A couple of days later, and my ladies are coming home this afternoon!! I'm so excited, it's ridiculous! Their bedroom is immaculately clean, and I put a vase of fresh-picked roses on their vanity this morning. Last night Ray went out and bought them a few small "Welcome Home" gifts ... hairspray and mousse, nail polish remover, a teen magazine for each of them ... and these are arranged on the vanity with the roses, as well as some Avon goodies I got in the mail yesterday, the new Avon catalogs, and a postcard from their Grandma Beeson. I've laid in a supply of chips, cookies and Pepsi for them, and I've taped all their favorite shows (The Price Is Right, Saved By The Bell, Beverly Hills 90210, The Young And The Restless and AMC). Now I sit and wait for them to call from the church and say they're back.

Jamie called at 2:30. "We're back!" she announced. "Can you come get us?" So Josh and Mak and I trudged over to the church to help them carry their stuff home. Kacie saw me first, and she ran over with a big happy grin and hugged me. Then Jamie, who was standing in the doorway of the church, shouted "MOMMY!," and literally hurled herself into my arms, wrapping those long legs of hers around my waist and nearly knocking me down. It was very unexpected and funny and sweet. After we got all the sleeping bags and suitcases hauled home, they ran around the house in a flurry of excitement, exclaiming over their beautiful bedroom and all of the goodies, asking for all the latest news, etc. It was a fun afternoon. Camp, apparently, was an unqualified success. I was afraid Camp Cedar Springs would be a poor substitute for G.S. camp, but the first thing they said - both of them - was "I LOVE Camp Cedar Springs!" They definitely want to go back next year.

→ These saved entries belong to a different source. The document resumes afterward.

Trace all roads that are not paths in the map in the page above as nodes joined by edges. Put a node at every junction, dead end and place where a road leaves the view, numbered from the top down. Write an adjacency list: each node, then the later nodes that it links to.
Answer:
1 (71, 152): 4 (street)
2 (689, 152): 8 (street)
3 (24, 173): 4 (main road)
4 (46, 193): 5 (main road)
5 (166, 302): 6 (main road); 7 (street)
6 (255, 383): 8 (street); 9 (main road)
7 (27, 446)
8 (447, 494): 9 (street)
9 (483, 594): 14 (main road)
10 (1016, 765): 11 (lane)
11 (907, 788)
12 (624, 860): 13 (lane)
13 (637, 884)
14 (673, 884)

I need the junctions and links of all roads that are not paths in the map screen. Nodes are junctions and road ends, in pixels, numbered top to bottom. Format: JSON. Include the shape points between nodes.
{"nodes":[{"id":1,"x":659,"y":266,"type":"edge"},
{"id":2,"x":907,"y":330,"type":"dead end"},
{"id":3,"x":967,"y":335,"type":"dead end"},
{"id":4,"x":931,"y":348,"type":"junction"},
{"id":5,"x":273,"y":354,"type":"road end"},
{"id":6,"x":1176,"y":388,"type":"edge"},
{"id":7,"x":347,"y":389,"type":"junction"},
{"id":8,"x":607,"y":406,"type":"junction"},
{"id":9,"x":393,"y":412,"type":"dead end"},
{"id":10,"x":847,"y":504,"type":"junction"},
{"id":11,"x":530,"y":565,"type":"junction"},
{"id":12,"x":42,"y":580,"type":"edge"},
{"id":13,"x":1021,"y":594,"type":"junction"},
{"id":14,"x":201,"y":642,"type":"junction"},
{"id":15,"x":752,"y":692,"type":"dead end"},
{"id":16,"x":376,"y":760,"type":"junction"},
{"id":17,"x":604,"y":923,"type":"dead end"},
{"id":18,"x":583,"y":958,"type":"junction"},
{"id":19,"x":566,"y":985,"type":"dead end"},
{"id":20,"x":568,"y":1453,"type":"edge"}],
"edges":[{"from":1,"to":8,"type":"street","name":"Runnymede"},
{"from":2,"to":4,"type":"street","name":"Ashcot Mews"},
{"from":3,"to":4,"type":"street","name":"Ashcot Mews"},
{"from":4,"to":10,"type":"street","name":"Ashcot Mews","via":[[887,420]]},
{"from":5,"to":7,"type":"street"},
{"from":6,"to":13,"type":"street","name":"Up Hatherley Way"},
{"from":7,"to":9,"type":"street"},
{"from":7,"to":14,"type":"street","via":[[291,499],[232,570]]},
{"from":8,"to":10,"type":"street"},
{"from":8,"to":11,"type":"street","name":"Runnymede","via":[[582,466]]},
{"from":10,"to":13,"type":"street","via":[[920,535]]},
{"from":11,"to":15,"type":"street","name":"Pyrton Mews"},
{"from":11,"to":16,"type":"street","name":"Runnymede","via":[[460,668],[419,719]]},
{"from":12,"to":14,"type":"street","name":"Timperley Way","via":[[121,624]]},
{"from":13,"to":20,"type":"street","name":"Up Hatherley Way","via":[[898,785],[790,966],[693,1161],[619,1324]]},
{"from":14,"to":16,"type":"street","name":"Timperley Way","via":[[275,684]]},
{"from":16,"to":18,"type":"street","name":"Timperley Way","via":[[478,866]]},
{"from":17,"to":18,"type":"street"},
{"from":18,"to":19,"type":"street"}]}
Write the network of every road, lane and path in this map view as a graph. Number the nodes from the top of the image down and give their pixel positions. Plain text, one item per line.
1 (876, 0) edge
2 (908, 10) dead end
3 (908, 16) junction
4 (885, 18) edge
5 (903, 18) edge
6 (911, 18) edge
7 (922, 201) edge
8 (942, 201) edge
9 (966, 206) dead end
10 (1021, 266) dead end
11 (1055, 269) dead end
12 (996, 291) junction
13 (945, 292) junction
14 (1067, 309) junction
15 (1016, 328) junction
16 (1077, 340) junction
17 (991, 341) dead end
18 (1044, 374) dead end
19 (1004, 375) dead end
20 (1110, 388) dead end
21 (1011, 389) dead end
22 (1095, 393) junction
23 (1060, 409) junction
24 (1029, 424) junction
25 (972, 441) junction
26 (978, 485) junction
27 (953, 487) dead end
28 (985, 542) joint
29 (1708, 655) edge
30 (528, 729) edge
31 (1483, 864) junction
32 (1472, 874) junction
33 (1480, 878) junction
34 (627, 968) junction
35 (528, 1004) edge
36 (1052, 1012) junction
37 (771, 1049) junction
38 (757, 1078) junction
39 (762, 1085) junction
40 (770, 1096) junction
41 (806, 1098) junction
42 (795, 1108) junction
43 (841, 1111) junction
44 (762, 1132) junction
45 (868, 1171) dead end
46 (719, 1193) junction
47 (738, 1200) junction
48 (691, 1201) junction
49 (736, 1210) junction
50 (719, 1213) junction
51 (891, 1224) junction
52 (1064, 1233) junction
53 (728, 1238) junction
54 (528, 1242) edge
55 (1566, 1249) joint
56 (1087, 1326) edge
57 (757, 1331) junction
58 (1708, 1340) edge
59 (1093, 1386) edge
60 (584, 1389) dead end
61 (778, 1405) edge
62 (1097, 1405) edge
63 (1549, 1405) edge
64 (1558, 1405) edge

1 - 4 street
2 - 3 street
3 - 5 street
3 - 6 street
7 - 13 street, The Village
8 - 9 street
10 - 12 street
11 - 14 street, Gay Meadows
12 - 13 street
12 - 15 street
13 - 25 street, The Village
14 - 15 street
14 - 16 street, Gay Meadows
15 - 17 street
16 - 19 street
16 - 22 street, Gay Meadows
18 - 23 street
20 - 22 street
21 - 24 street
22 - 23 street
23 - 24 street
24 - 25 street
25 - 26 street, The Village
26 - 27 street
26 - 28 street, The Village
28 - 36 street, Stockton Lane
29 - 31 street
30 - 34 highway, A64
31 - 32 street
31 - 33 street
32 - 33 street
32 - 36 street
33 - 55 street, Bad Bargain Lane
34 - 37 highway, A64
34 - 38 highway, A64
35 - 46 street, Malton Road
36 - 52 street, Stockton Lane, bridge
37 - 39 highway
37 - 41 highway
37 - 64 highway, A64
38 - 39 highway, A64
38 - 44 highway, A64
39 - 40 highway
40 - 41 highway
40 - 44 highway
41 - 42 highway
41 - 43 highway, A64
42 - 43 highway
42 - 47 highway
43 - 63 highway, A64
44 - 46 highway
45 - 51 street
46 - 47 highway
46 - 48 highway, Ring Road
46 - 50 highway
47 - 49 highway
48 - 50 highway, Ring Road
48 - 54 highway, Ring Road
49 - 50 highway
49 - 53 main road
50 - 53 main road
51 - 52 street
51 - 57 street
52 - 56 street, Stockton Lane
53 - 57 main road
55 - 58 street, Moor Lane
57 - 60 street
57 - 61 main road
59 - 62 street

Late in the afternoon I received a happy surprise. Kyle called me, and in that chirpy little voice of his he announced, "I'm comin' home, Mommy!" Peg and Don brought him home at 7:30 that evening. He bounced into the house wearing a new neon-yellow Batman T-shirt and carrying his Game Boy. "Grandma and Grandpa bought me Super Mario Land!" he shouted, and then he proceeded to sit and play it for the rest of the evening, even as Peg and Don were trying to coax a goodbye hug and kiss from him.

I think he was glad to be home. With the girls I had no doubt, but with Kyle it's hard to tell. The only family member who rated a genuinely warm greeting from him was Spud the Kitty. But I don't care. I'm deliriously happy to have all three of my baby chicks back in the nest.




July 27

Good grief ... you should see this house. It looks like we suffered a major earthquake over the weekend. Which, in a way, I suppose we did: the kids are home! Laundry up to the ceiling already, not a single clean towel in the entire house, candy wrappers and magazines strewn across the living room, small brown footprints tracked across the kitchen floor. What really amazed me is how quick the fighting started again. As soon as Peg and Don left on Friday night, they started fighting over the Game Boy. They fought over who got to sleep on the loveseat. They fought about candy, about phone calls, about the TV.




August 2

Kacie has gone to Sunday School, Jamie and her friend Nicole are at Trailer Town getting their daily fix of junk food ... Kyle is wandering around the house in his p.j.'s, looking for something to do. I can tell this is going to be one of "those" days, when he follows me everywhere and asks me a million questions.

Later

I was right: he is my constant and faithful shadow today. When I was putting a load of laundry into the washer, he perched himself on the edge of the machine and helped me drop dirty towels into the swirling, soapy water. "When will Jerome and André come and spend the night?"" he asked me, wistfully. Then when I went into the kitchen to make a fruit crisp for dessert (using the last jar of Grandma's peaches), he dragged a stool over to the counter and "washed" the dishes. Now he's squirting window cleaner on the cabinets and polishing them with a towel, humming to himself as he works ... a sweet little boy in cut-off sweats and messy hair.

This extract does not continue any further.